COLLEGE STATION — Cigarette consumption could drop as much as 30 percent in the United States if a $1.25 per-pack tax increase is adopted as Congress has proposed, a Texas Agricultural Experiment Station researcher estimates.
“I don’t think there’s anything to mitigate the impact of such a large price increase,” said Dr. Thomas Blaine, a consumer economist with the Texas A&M University department of recreation, park and tourism sciences.
Blaine, a specialist in leisure-related consumer spending and expert in domestic cigarette consumption, bases his estimate on studies showing that for every 1 percent increase in price, there is a half-percent decrease in consumption.
A 10 percent increase in price, for instance, would result in a 5 percent decrease in consumption, Blaine said.
After President Bill Clinton proposed an additional 75-cent per-pack tax on cigarettes, Congress increased the proposal to an additional $1.25 a pack. Either way, the tax would have a significant impact on consumption, according to Blaine.
Cigarettes are currently taxed at 24 cents a pack.
The tax increase was proposed by the House Subcommittee on Health as a means of paying for changes in national health care proposed in House Bill 3600. The bill should be considered by the House Ways and Means Committee in June, a committee spokeswoman said.
Any tax increase on cigarettes would probably be passed on to the consumer, because manufacturers already had cut prices by some 40 cents a pack in the fall of 1993, Blaine said. His current estimates are based on a per-pack cost of $1.80.
A 75-cent tax hike would mean a price increase of approximately 42 percent, likely resulting in a consumption decrease of 21 percent, he said.
A $1.25 tax increase would cause prices to surge approximately 69 percent, with consumption likely falling almost 35 percent.
Blaine had earlier done studies predicting a consumption decrease to 106 packs per year, or 2,120 cigarettes, per capita among all adults by the year 2000. That’s down from current figures of 2,550 cigarettes a year, or 144 packs, for each U.S. adult.
Approximately 25 percent of the adult U.S. population smokes. That makes the average per capita consumption among smokers some 466 packs per year, or about one and one-fourth packs per day. Cigarettes come 20 to a pack.
Blaine’s earlier studies were based on assumptions that prices would increase only by some 4 percent per year, equal to the expected annual inflation rate, while real income would increase 2 percent a year.
He had said per-capita consumption was steadily declining at just under 3 percent a year, primarily because of health concerns. Income growth and an aging population were expected to increase consumption, but not enough to offset larger losses caused by health concerns.
If the proposed tax passes, however, those projections could go up in smoke. Smokers likely would begin cutting back as soon as the higher tax is assessed, Blaine said.
Consumption could immediately fall to a pack a day among smokers with a 75-cent increase and to 16.5 cigarettes a day if the $1.25 raise is adopted.

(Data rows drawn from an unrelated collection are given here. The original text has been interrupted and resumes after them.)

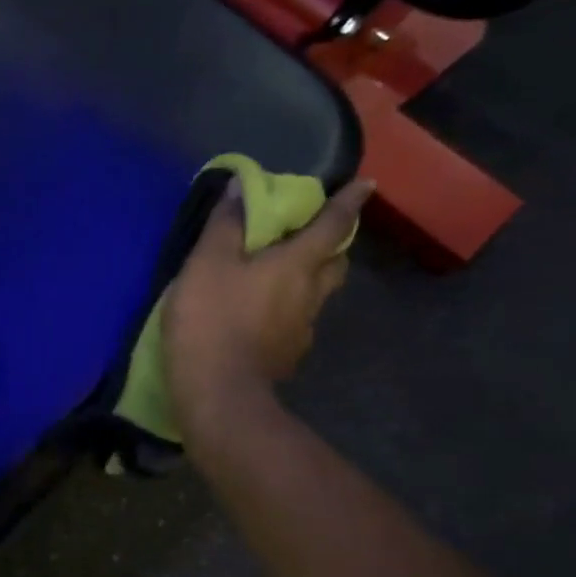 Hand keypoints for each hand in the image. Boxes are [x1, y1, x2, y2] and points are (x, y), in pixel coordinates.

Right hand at [161, 177, 372, 436]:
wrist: (217, 391)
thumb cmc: (212, 318)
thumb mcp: (207, 263)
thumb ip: (225, 225)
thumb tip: (241, 186)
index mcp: (296, 265)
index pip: (332, 226)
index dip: (348, 202)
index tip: (368, 184)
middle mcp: (310, 294)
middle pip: (335, 263)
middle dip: (331, 245)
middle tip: (311, 236)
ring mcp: (302, 330)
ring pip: (317, 295)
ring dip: (308, 280)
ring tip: (279, 276)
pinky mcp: (287, 356)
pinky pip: (296, 322)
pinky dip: (287, 310)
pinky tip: (261, 317) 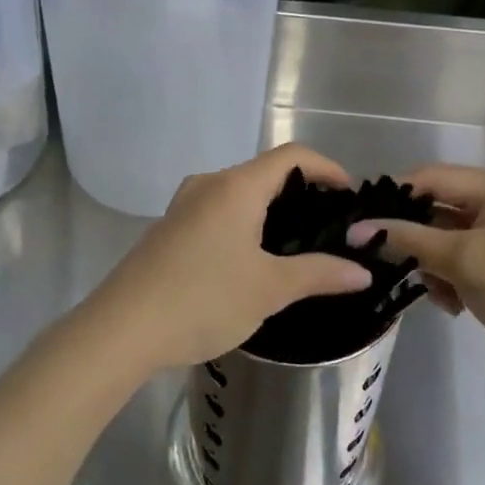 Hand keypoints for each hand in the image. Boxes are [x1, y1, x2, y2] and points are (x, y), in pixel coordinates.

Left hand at [89, 144, 372, 373]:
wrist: (122, 329)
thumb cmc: (203, 299)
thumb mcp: (269, 289)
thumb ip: (319, 273)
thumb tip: (362, 272)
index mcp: (236, 186)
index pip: (292, 155)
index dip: (327, 168)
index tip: (349, 196)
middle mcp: (209, 183)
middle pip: (265, 172)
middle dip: (301, 192)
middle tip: (328, 226)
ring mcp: (184, 204)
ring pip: (240, 193)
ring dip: (271, 210)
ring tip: (296, 245)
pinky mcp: (170, 227)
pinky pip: (219, 210)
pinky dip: (245, 222)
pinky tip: (253, 259)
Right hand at [347, 165, 484, 395]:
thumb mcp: (461, 260)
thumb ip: (407, 239)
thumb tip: (356, 229)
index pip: (429, 177)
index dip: (393, 197)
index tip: (358, 222)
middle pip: (438, 209)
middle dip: (414, 238)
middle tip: (384, 263)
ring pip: (447, 240)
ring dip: (433, 265)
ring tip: (436, 294)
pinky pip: (464, 262)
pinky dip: (452, 280)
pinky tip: (453, 307) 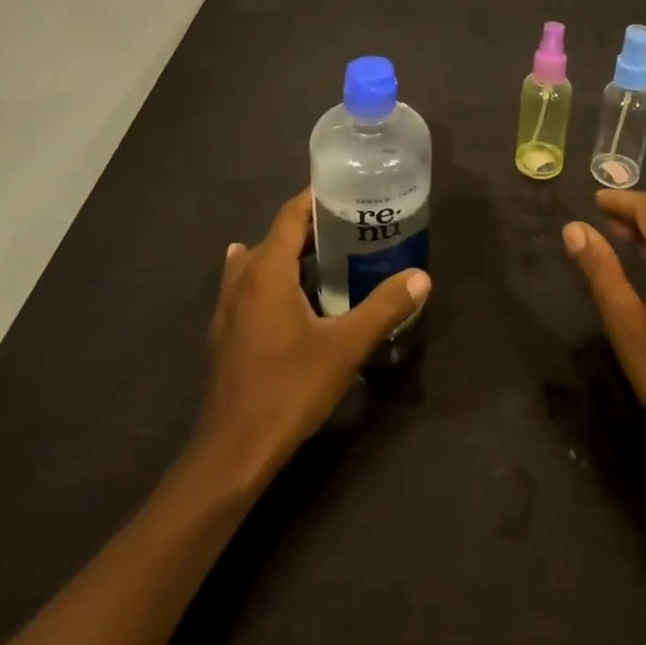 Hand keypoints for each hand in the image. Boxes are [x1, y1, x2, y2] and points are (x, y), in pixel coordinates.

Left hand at [194, 190, 430, 488]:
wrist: (232, 453)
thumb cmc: (288, 389)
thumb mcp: (345, 347)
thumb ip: (384, 308)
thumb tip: (421, 277)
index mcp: (267, 271)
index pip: (290, 215)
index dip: (316, 198)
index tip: (347, 191)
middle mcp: (242, 279)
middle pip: (276, 236)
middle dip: (311, 227)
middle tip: (351, 227)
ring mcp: (228, 308)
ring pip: (258, 262)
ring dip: (289, 253)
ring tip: (325, 256)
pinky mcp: (225, 334)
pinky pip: (248, 287)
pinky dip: (271, 278)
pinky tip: (286, 293) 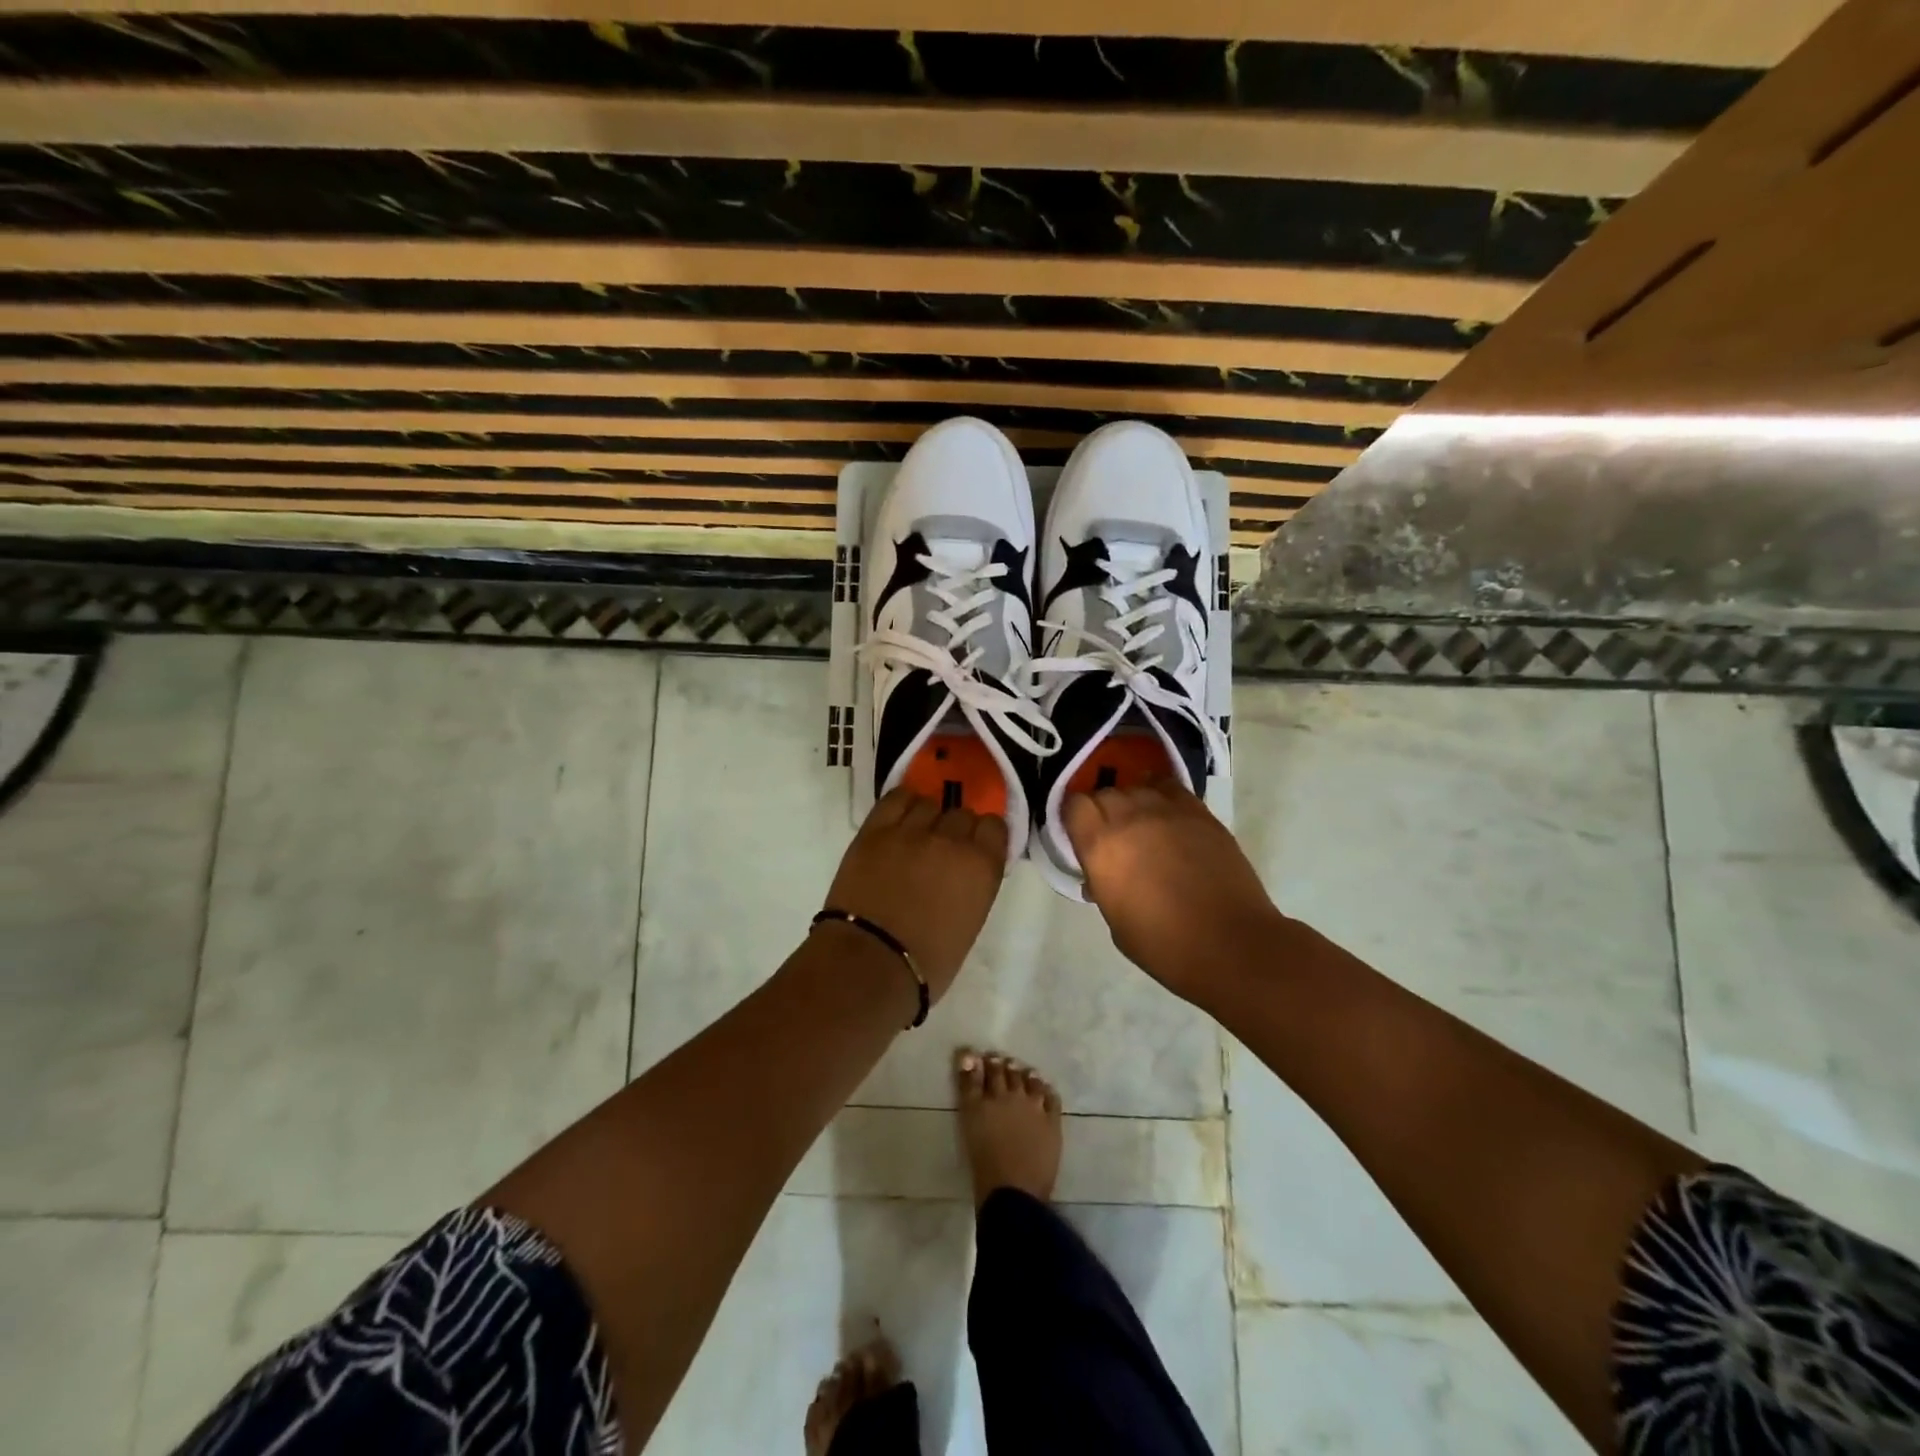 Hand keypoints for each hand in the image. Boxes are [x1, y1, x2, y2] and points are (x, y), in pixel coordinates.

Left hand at [821, 788, 1007, 1000]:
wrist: (868, 963)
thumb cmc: (926, 963)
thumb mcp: (969, 925)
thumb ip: (973, 887)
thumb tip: (962, 873)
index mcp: (981, 867)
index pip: (994, 827)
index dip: (985, 836)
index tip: (976, 848)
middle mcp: (951, 841)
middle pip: (962, 813)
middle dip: (956, 829)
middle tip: (943, 850)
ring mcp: (911, 831)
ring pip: (929, 803)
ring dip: (928, 817)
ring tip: (917, 835)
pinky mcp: (875, 830)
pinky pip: (896, 798)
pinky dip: (902, 804)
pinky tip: (900, 817)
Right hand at [1064, 780, 1282, 1004]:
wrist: (1230, 944)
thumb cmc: (1164, 945)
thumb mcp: (1115, 921)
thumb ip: (1103, 886)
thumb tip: (1100, 876)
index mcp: (1101, 846)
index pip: (1073, 804)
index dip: (1074, 817)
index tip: (1078, 834)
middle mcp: (1130, 817)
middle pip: (1106, 793)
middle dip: (1102, 810)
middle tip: (1111, 836)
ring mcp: (1168, 811)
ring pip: (1138, 787)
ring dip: (1133, 802)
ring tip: (1142, 825)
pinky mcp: (1200, 813)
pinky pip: (1171, 788)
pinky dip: (1162, 795)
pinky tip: (1166, 815) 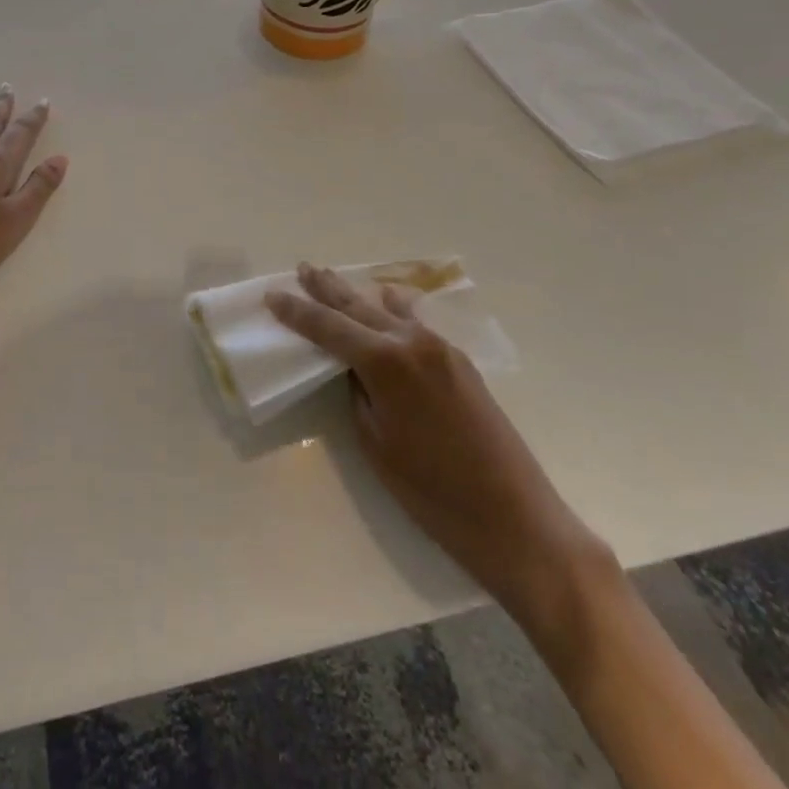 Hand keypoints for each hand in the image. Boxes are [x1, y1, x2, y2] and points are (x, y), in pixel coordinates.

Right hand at [265, 265, 614, 631]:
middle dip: (326, 289)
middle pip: (358, 307)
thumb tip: (354, 370)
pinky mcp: (460, 362)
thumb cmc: (434, 493)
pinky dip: (395, 309)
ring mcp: (441, 349)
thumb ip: (359, 395)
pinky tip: (388, 300)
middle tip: (302, 268)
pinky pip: (416, 323)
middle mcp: (412, 342)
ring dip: (358, 295)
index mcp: (386, 362)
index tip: (272, 295)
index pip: (328, 328)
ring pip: (389, 310)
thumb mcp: (376, 445)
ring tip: (333, 279)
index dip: (297, 312)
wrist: (516, 519) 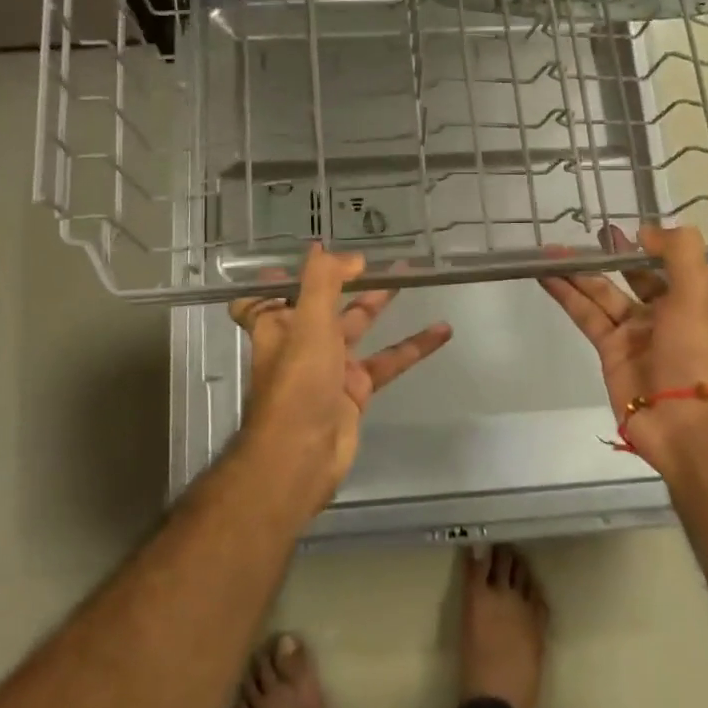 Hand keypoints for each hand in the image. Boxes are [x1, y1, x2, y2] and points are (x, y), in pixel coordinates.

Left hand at [229, 245, 452, 512]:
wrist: (301, 456)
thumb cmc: (297, 382)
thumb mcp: (308, 322)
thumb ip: (323, 281)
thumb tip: (339, 251)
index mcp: (278, 324)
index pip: (266, 296)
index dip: (279, 277)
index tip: (307, 254)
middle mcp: (301, 342)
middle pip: (324, 303)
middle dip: (348, 278)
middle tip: (379, 254)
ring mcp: (329, 367)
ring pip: (358, 327)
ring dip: (381, 303)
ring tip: (412, 275)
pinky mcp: (355, 390)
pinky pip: (387, 361)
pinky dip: (412, 347)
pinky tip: (442, 331)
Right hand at [538, 224, 707, 476]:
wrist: (684, 423)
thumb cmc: (695, 353)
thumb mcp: (698, 294)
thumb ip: (678, 253)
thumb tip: (646, 231)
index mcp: (694, 299)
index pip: (675, 263)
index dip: (654, 244)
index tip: (630, 228)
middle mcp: (665, 312)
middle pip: (633, 276)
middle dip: (612, 255)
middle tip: (589, 235)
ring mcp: (635, 333)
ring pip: (602, 293)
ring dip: (579, 272)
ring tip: (551, 250)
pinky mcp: (609, 350)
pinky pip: (585, 315)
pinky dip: (566, 295)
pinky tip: (546, 275)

Last fall’s substantial price decrease may have impacted consumption, but it’s too early to tell because federal government figures on cigarette use won’t be available until mid-summer, Blaine added.
“In general, however, we’re still trending down about 4 packs per year per adult, or a little less than 3 percent,” he said. “The health concerns will continue to be the major factor in that steady reduction.
“But with this tax, the government could do in one fell swoop what the health trend would take 10 or 15 years to do. If some people are hoping we get to a smokeless society, this tax may just help do it.”
Blaine cautioned that one consequence of a tax hike might be some increased risk from substances in the cigarettes.
“While consumers purchase fewer cigarettes when prices rise, there is substantial reason to believe they will also smoke each cigarette to a lower point, where tar and nicotine are in the highest concentration,” he explained.
“This may be the most compelling argument against using taxes to reduce smoking.”